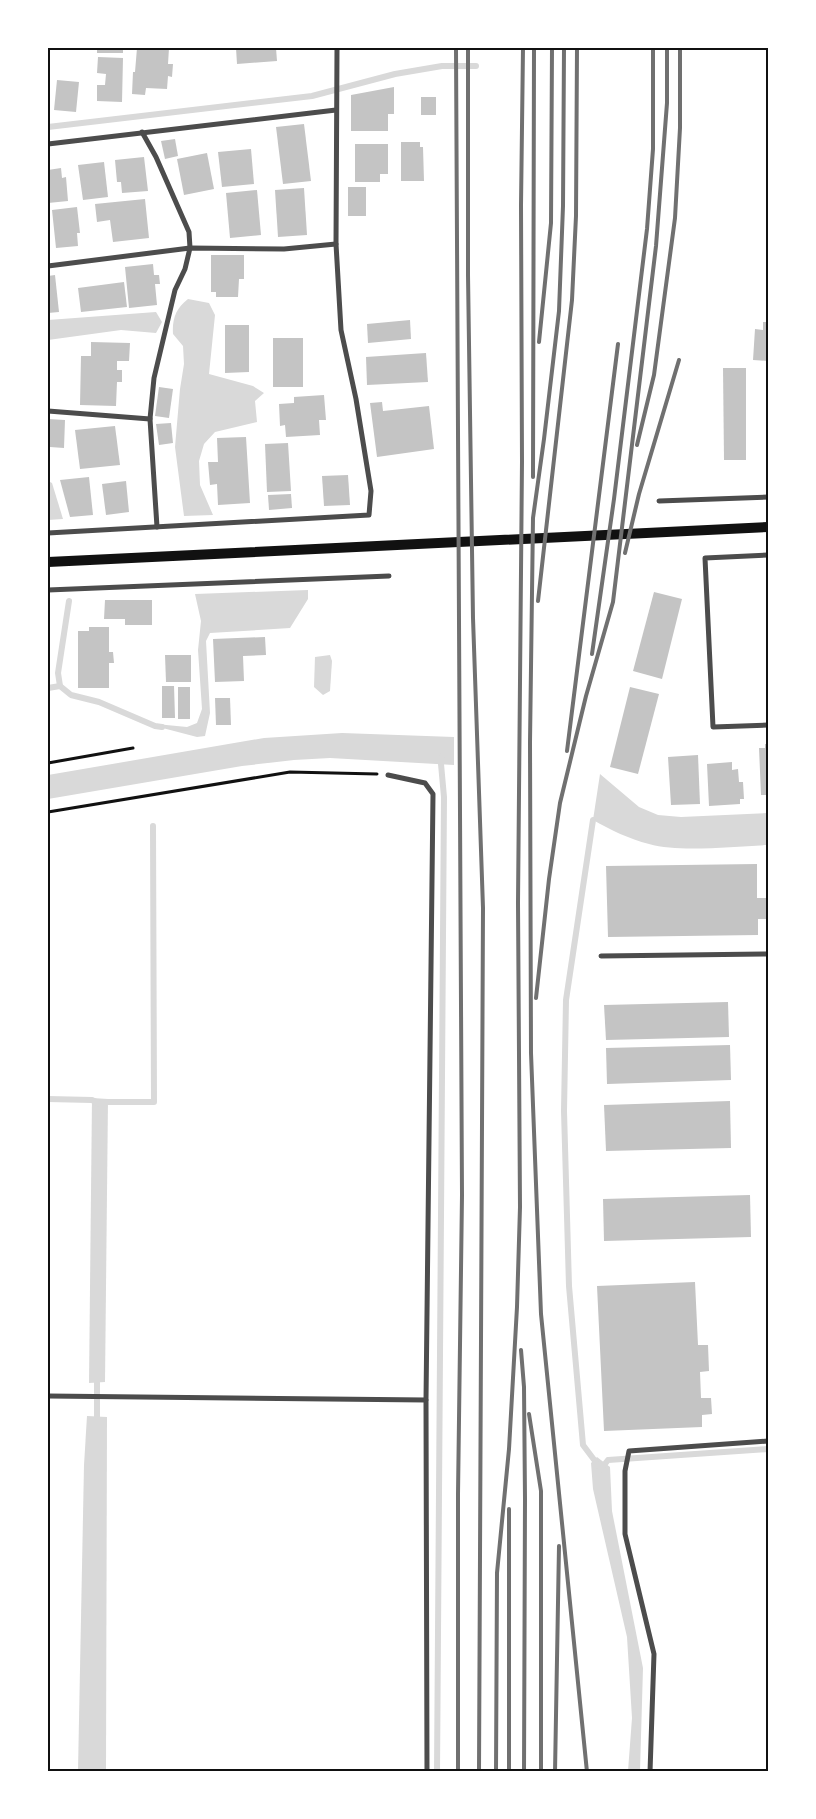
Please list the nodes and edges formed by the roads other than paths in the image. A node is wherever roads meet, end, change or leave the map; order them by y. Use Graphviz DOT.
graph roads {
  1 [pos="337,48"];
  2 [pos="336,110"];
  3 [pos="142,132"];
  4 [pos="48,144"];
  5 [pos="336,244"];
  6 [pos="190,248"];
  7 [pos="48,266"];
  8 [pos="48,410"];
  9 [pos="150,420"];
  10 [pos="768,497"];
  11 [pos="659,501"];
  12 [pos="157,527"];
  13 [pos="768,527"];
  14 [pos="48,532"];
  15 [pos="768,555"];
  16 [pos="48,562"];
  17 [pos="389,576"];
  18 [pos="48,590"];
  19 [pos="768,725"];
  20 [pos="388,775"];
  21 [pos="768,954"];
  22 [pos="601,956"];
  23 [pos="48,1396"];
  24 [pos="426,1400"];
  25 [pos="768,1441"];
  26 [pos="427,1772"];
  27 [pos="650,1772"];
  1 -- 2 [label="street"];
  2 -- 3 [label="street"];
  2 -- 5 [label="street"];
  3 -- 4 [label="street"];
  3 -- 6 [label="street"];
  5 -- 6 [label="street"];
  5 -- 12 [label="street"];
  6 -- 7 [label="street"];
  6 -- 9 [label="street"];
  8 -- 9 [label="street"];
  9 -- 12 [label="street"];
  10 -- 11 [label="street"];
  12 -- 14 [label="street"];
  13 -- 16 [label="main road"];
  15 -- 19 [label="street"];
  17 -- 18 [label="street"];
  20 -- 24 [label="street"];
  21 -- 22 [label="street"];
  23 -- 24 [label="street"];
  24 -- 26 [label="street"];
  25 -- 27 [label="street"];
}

==*==

YOUR OBJECTIVE: Some lines in the records may hold "roads"; state how many do, and give no more than that number.

WORKED SOLUTION: 2